- Exercise instructions: What you output must match, exactly, the lines from the start of the records to the line containing "background:var(--page); color:var(--text); height:100vh;", both ends kept and pictures excluded.

[Collected data]
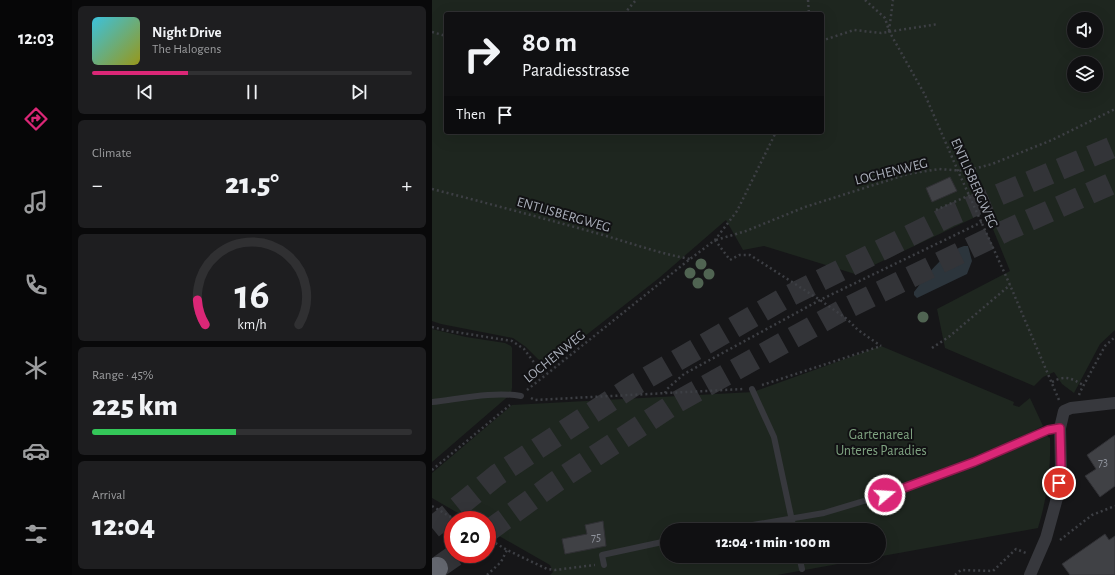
<!DOCTYPE html>
<html lang="en">
<head>
<meta charset="utf-8">
<style>
	:root { --surface:#101012; --page:#1e1e20; --text:#f1f3f6; --muted:#9c9d9f; --line:#303032; --accent:#db2777 }
	body { margin:0; font-family:"Alegreya Sans",sans-serif; background:var(--page); color:var(--text); height:100vh; display:flex; flex-direction:column; font-size:15px; white-space:nowrap }
	* { box-sizing:border-box; margin:0 }
	p { font-size:13px; color:var(--muted) }
	.icon { flex:none; width:22px; height:22px; fill:none; stroke:currentColor; stroke-width:2; stroke-linecap:round; stroke-linejoin:round }
	.map { position:relative; flex:1; overflow:hidden }
	.details { display:flex; flex-direction:column; gap:6px; padding:6px; background:#09090a; width:360px }
	.details>* { flex:none }
	.guide { position:absolute; left:12px; top:12px; width:380px; height:122px; border-radius:4px; box-shadow:0 4px 16px #0002,0 0 0 1px var(--line); background:#101012; color:var(--text); overflow:hidden }
	.controls { position:absolute; left:635px; top:12px; display:grid; gap:8px }
	.controls a { display:grid; place-items:center; width:36px; height:36px; border-radius:50%; background:var(--surface); box-shadow:0 4px 16px #0002,0 0 0 1px var(--line); font-size:20px }
	.speed { position:absolute; left:12px; top:511px; display:flex; gap:8px; font-size:20px; font-weight:700; text-align:center }
	.speed>* { display:grid; place-content:center; width:52px; height:52px; border-radius:50%; background:var(--surface); box-shadow:0 4px 16px #0002,0 0 0 1px var(--line); line-height:1 }
	.speed .limit { border:6px solid #d22; background:#fff; color:#111 }
	.pin { position:absolute; display:grid; place-items:center; width:34px; height:34px; color:#fff; margin:-17px; border:2px solid #fff; border-radius:50%; box-shadow:0 1px 4px #0007 }
	.me { position:absolute; width:44px; margin:-22px; rotate:72deg; stroke-linejoin:round; filter:drop-shadow(0 0 3px #0008) }
	.turn { display:flex; align-items:center; gap:14px; height:84px; padding:0 12px; font-size:18px }
	.turn .icon { width:52px; height:52px; stroke-width:2.5 }
	.turn b { display:block; font-size:28px; line-height:34px }
	.then { display:flex; align-items:center; height:38px; padding:0 12px; background:#0003; gap:8px; font-size:15px }
	.big { font-size:30px; font-weight:800; line-height:1.1 }
	.details .tile { flex:1; display:flex; flex-direction:column; justify-content:center; gap:6px; min-width:0; padding:0 14px; border-radius:6px; background:var(--page) }
	.details .dial { align-items:center; gap:0 }
	.dial svg { height:104px; overflow:visible; fill:none; stroke:var(--line); stroke-width:7; stroke-linecap:round; text-anchor:middle }
	.dial text { fill:var(--text); stroke:none }
	.song { display:flex; align-items:center; gap:12px }
	.cover { width:48px; height:48px; border-radius:6px; background:linear-gradient(135deg,hsl(190 70% 55%),hsl(60 70% 35%)) }
	.played { height:4px; border-radius:2px; background:linear-gradient(90deg,var(--accent) 30%,var(--line) 30%) }
	.keys { display:flex; justify-content:space-around; direction:ltr }
	.heat { display:flex; justify-content:space-between; align-items:center; font-size:22px; direction:ltr }
	.charge { height:6px; border-radius:3px; background:linear-gradient(90deg,#34c759 45%,var(--line) 0) }
	.trip { position:absolute; left:228px; top:523px; width:226px; height:40px; border-radius:20px; background:var(--surface); box-shadow:0 4px 16px #0002,0 0 0 1px var(--line); font-weight:800; line-height:40px; text-align:center }
	main { display:flex; flex:1; min-height:0 }
	.dock { display:flex; flex-direction:column; width:72px; justify-content:space-around; align-items:center; background:#060607; color:var(--muted) }
	.dock .icon { width:28px; height:28px }
	.dock .on { color:var(--accent) }
	.dock b { font-size:18px; color:var(--text) }
	.map>svg:first-child { display:block }
	.green { fill:#1e261f; fill-rule:evenodd }
	.water { fill:#2c353c }
	.building { fill:#404145; stroke:#303034 }
	.lines { fill:none; stroke-linecap:round; stroke-linejoin:round }
	.highway-tunnel { stroke:#333438; stroke-width:22; stroke-dasharray:22 11; stroke-linecap:butt }
	.path { stroke:#3d3f44; stroke-width:2.5; stroke-dasharray:2 3; stroke-linecap:butt }
	.lane { stroke:#37383d; stroke-width:6 }
	.street { stroke:#37383d; stroke-width:12 }
	.highway { stroke:#63666e; stroke-width:22 }
	.tree { fill:#506452 }
	.route-casing { stroke:#8e194d; stroke-width:10 }
	.route { stroke:#db2777; stroke-width:7 }
	.labels { text-anchor:middle; stroke-width:4; stroke-linejoin:round; paint-order:stroke }
	.number-label { font-size:12px; fill:#8e929b }
	.street-label { font-size:14px; fill:#a8adb8; stroke:#111113 }
	.park-label { font-size:14px; fill:#7fa381; stroke:#111113 }
</style>
</head>
<body>
<main>
<nav class="dock">
<b>12:03</b>
<svg class="icon on" aria-label="directions" viewBox="0 0 24 24"><path d="M12 3l9 9-9 9-9-9zM9 14v-3h6M13 9l2 2-2 2"/></svg>
<svg class="icon" aria-label="music" viewBox="0 0 24 24"><path d="M9 18V5l10-2v13"/><circle cx="6" cy="18" r="3"/><circle cx="16" cy="16" r="3"/></svg>
<svg class="icon" aria-label="phone" viewBox="0 0 24 24"><path d="M5 4h4l2 5-3 2q2 4 5 5l2-3 5 2v4C11 20 4 13 5 4z"/></svg>
<svg class="icon" aria-label="climate" viewBox="0 0 24 24"><path d="M12 3v18M4 7l16 10M4 17L20 7"/></svg>
<svg class="icon" aria-label="car" viewBox="0 0 24 24"><path d="M5 17H2v-5l4-1 3-4h7l3 4 3 1v5h-3M9 17h6M6 11h13"/><circle cx="7" cy="17" r="2"/><circle cx="17" cy="17" r="2"/></svg>
<svg class="icon" aria-label="filters" viewBox="0 0 24 24"><path d="M4 7h16M4 17h16"/><circle cx="9" cy="7" r="2"/><circle cx="15" cy="17" r="2"/></svg>
</nav>
<section class="details">
<div class="tile">
<div class="song"><i class="cover"></i><div><b>Night Drive</b><p>The Halogens</p></div></div>
<div class="played"></div>
<div class="keys"><svg class="icon" aria-label="previous" viewBox="0 0 24 24"><path d="M18 5L8 12l10 7zM5 5v14"/></svg><svg class="icon" aria-label="pause" viewBox="0 0 24 24"><path d="M8 5v14M16 5v14"/></svg><svg class="icon" aria-label="next" viewBox="0 0 24 24"><path d="M6 5l10 7-10 7zM19 5v14"/></svg></div>
</div>
<div class="tile"><p>Climate</p>
<div class="heat"><a>−</a><b class="big">21.5°</b><a>+</a></div>
</div>
<div class="tile dial"><svg viewBox="0 0 100 80">
<path d="M14 69A42 42 0 1 1 86 69"/>
<path d="M14 69A42 42 0 0 1 8 50" stroke="#db2777"/>
<text x="50" y="56" font-size="32" font-weight="700">16</text>
<text x="50" y="72" font-size="11">km/h</text>
</svg></div>
<div class="tile"><p>Range · 45%</p><b class="big">225 km</b><div class="charge"></div></div>
<div class="tile"><p>Arrival</p><b class="big">12:04</b></div>
</section>
<div class="map">
<svg width="683" height="575" viewBox="0 0 683 575">
	<rect width="100%" height="100%" fill="#161618"/>
	<!-- green -->
	<path class="green" d="M0,0H683V330L668,344L642,393L630,384L622,372L611,377L602,386L513,348L505,309L578,271L554,212L423,274L332,246L311,250L294,220L227,278L116,365L106,359L94,347L81,338L9,324L0,321ZM14,14H390V132H14ZM642,19H664V41H642ZM642,63H664V85H642Z
		M0,329L34,337L73,343L79,346L80,348V388L79,394L0,462Z
		M449,346L582,402L581,405L587,407L598,398L611,426L603,430L607,438L614,435L618,438C619,469 615,498 606,528L345,575H118L121,572L118,565L55,529V520H38L0,498V473L80,405L321,392ZM235,530H447V556H235Z"/>
	<!-- water -->
	<path class="water" d="M532,246H536L540,261L535,274L485,298L482,295V292C495,275 511,253 532,246Z"/>
	<!-- building -->
	<path class="building" d="M518,177L525,191L500,202L494,188Z
		M683,435V486L668,497L653,476L664,469L655,455Z
		M171,521L174,546L133,554L130,539L155,534L153,525Z
		M673,534L677,540L683,536V575H638L630,564Z"/>
	<g class="lines">
		<!-- highway-tunnel -->
		<path class="highway-tunnel" d="M0,528L65,475L204,384L351,299L519,215L683,146
			M55,532L125,481L245,402L411,310L573,231L683,182
			M5,568L25,554"/>
		<!-- path -->
		<path class="path" d="M376,0L377,14
			M433,0L453,18L457,31L493,95L526,171L578,285L627,400
			M192,14L204,0
			M457,31L461,0
			M0,32L14,36
			M390,42L392,40L422,30L449,33L506,24
			M0,189C55,203 110,218 164,233C196,242 225,253 258,259
			M504,210L538,195
			M283,240L298,260L307,255H318L388,300L415,319L426,330L449,346
			M284,240L314,231L373,207L476,174L507,169L534,171L560,164L620,140L683,109
			M0,327L17,331L80,341L92,349L112,376
			M500,348L518,336L578,285
			M620,382C633,375 639,378 651,385
			M330,385L449,346
			M95,390L258,259L283,240L305,211L344,132
			M233,393L235,389L252,374L388,300L550,222
			M647,395L648,392L673,346L683,337
			M99,398L103,400L311,389
			M0,470L78,405
			M0,506L24,520
			M55,538L75,550L115,569L123,570L163,565
			M628,540L660,515L683,506
			M55,575L69,562L75,550
			M523,575L529,570L561,571L584,549L594,553"/>
		<!-- lane -->
		<path class="lane" d="M320,389L342,437L362,530
			M0,402C27,399 62,391 89,396
			M291,530L392,513L468,490L542,462L616,430L628,428
			M367,556L370,569
			M172,565L170,555L235,541"/>
		<!-- street -->
		<path class="street" d="M598,575L614,538L625,498L629,468L628,428L632,411L639,408L683,403"/>
		<!-- highway -->
		<path class="highway" d="M0,572L5,568"/>
	</g>
	<!-- trees -->
	<g class="tree">
		<circle cx="269" cy="264" r="5.5"/>
		<circle cx="258" cy="273" r="5.5"/>
		<circle cx="277" cy="274" r="5.5"/>
		<circle cx="266" cy="283" r="5.5"/>
		<circle cx="491" cy="317" r="5.5"/>
	</g>
	<g class="lines">
		<defs>
			<path id="route" d="M453,495L542,462L616,430L628,428L629,468L627,483"/>
		</defs>
		<!-- route casing -->
		<use href="#route" class="route-casing"/>
		<!-- route -->
		<use href="#route" class="route"/>
	</g>
	<g class="labels">
		<!-- number labels -->
		<g class="number-label">
			<text x="671" y="466">73</text>
			<text x="164" y="541">75</text>
		</g>
		<!-- street labels -->
		<g class="street-label">
			<text transform="translate(459 171) rotate(-14)" y="5">LOCHENWEG</text>
			<text transform="translate(543 183) rotate(66)" y="5">ENTLISBERGWEG</text>
			<text transform="translate(132 214) rotate(16)" y="5">ENTLISBERGWEG</text>
			<text transform="translate(122 356) rotate(-39)" y="5">LOCHENWEG</text>
		</g>
		<!-- park labels -->
		<g class="park-label">
			<text x="449" y="439">Gartenareal<tspan x="449" dy="16">Unteres Paradies</tspan></text>
		</g>
	</g>
</svg>
<div class="controls">
<a><svg class="icon" aria-label="sound" viewBox="0 0 24 24"><path d="M4 9h4l5-4v14l-5-4H4zM17 9q2 3 0 6"/></svg></a>
<a><svg class="icon" aria-label="layers" viewBox="0 0 24 24"><path d="M12 4l9 5-9 5-9-5zM3 14l9 5 9-5"/></svg></a>
</div>
<div class="speed"><div class="limit">20</div></div>
<div class="pin" style="left:627px;top:483px;background:#d93025"><svg class="icon" aria-label="arrive" viewBox="0 0 24 24"><path d="M6 21V4h12l-3 4 3 4H6"/></svg></div>
<svg class="me" style="left:453px;top:495px" viewBox="-20 -20 40 40"><circle r="17" fill="#db2777" stroke="#fff" stroke-width="3"/><path d="M0-11L8 9 0 5-8 9z" fill="#fff"/></svg>
<div class="trip">12:04 · 1 min · 100 m</div>
<div class="guide">
<div class="turn"><svg class="icon" aria-label="right" viewBox="0 0 24 24"><path d="M7 20v-9h11M14 6l5 5-5 5"/></svg><div><b>80 m</b>Paradiesstrasse</div></div>
<div class="then">Then<svg class="icon" aria-label="arrive" viewBox="0 0 24 24"><path d="M6 21V4h12l-3 4 3 4H6"/></svg></div>
</div>
</div>
</main>
</body>
</html>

- Answer to this problem:
<!DOCTYPE html>
<html lang="en">
<head>
<meta charset="utf-8">
<style>
	:root { --surface:#101012; --page:#1e1e20; --text:#f1f3f6; --muted:#9c9d9f; --line:#303032; --accent:#db2777 }
	body { margin:0; font-family:"Alegreya Sans",sans-serif; background:var(--page); color:var(--text); height:100vh; display:flex; flex-direction:column; font-size:15px; white-space:nowrap }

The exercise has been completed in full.